On Fri, 18 May 2018 20:39:42 +0100, RobH declaimed the following:
That did not say to save the /script/ in that directory, which is what you stated you were trying to do -- it said to edit the script so that /mnt/CCTV/PiZero is where the script is going to save files it creates.
And that is NOT what you were told to put there. You still have that double / at the start, which is telling the OS to look for a remote computer named "mnt" and look for a directory named "CCTV" on it.
That was an example on MY RPI3, from in my default "pi" login. I already had a Public directory there, and this Public directory is empty. As I showed in the lines prior to that. (copied below)

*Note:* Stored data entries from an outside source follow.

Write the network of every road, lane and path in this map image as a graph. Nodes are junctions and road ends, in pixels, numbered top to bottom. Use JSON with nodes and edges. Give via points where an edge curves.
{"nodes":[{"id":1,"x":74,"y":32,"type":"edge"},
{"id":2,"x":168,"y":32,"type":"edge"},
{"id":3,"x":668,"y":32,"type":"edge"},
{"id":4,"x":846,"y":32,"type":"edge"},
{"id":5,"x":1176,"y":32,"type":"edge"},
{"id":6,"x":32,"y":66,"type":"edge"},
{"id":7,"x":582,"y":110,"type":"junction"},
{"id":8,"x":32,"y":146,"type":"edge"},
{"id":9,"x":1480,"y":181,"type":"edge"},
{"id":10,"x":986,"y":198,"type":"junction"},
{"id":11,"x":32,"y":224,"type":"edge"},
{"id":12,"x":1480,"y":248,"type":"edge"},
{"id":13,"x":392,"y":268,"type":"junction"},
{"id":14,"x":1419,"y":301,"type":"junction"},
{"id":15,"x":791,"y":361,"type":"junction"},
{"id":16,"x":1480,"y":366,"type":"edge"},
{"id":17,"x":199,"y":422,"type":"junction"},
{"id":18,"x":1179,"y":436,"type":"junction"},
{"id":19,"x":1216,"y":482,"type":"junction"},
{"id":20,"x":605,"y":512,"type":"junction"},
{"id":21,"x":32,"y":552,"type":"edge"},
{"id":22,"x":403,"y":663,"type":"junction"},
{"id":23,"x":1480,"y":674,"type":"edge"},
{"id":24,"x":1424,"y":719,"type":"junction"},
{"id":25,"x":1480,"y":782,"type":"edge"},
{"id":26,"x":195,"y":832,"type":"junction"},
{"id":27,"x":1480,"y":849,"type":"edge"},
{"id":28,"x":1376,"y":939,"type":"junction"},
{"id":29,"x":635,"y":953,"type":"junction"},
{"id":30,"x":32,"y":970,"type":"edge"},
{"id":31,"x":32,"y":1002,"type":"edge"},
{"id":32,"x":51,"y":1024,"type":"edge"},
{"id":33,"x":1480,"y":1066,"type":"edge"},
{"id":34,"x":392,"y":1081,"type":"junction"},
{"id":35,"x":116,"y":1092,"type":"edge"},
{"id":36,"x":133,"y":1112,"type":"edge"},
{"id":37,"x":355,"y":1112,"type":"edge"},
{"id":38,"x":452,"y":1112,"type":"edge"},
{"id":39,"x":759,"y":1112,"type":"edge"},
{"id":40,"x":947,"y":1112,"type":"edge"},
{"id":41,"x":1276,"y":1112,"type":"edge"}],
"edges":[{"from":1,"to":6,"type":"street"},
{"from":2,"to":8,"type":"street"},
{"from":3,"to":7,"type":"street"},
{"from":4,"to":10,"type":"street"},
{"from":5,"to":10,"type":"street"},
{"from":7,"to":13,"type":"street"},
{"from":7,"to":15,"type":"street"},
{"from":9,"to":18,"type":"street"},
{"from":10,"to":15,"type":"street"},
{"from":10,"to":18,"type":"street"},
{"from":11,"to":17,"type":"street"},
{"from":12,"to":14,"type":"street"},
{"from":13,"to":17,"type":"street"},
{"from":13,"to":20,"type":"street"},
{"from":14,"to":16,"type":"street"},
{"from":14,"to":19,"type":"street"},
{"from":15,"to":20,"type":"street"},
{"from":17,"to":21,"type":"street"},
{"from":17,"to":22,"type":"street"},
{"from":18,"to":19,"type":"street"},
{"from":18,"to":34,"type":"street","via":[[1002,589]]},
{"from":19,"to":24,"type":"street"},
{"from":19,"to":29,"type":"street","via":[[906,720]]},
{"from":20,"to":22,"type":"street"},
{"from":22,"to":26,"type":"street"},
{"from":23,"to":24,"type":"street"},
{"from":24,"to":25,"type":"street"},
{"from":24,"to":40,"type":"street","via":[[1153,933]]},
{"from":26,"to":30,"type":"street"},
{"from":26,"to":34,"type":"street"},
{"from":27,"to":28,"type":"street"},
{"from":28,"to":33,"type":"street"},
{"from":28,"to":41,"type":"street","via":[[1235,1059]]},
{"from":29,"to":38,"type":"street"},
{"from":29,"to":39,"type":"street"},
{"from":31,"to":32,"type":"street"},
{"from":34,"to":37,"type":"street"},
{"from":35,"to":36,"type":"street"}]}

This is why you've been asked to cut&paste the actual lines from the console window, not hand-type what you think is a copy. Using the actual console window lines shown above one can deduce:
pi@raspberypi one is logged into the account "pi" on machine "raspberrypi"
:~ one is in the account home directory
"mkdir" default behavior is to only create the last name in the path, and expects to find all prior path components alread exist (and are directories).
As for the script itself...
Since I believe you are working from the script prototype I provided, that means changing:
NASname = os.path.join("/path/to/NAS/mount/point", fname)
to
NASname = os.path.join("/mnt/CCTV/PiZero", fname)
Do NOT add any extra / characters, do not try to reference any remote machine -- when the script is running, it expects to find that path exists in the local file system. In fact, in the absence of a working "mount", running the script should result in files being saved in /mnt/CCTV/PiZero ON THE RPI -- that would verify the functionality of the script. If the script is saving to /mnt/CCTV/PiZero the only remaining action is to use the command line "mount" command to map the NAS to /mnt/CCTV/PiZero, where it replaces the local directory.
That should be the only change the script needs (unless you want to remove the short-term use of RAM for buffering the capture, and capture directly to the NAS... In that case you'd remove the RAMname = os... line, remove the copyfile() and unlink() lines, and change the start_recording() to use NASname; I suggest keeping the RAM buffer so that network hiccups don't interfere with the capture itself).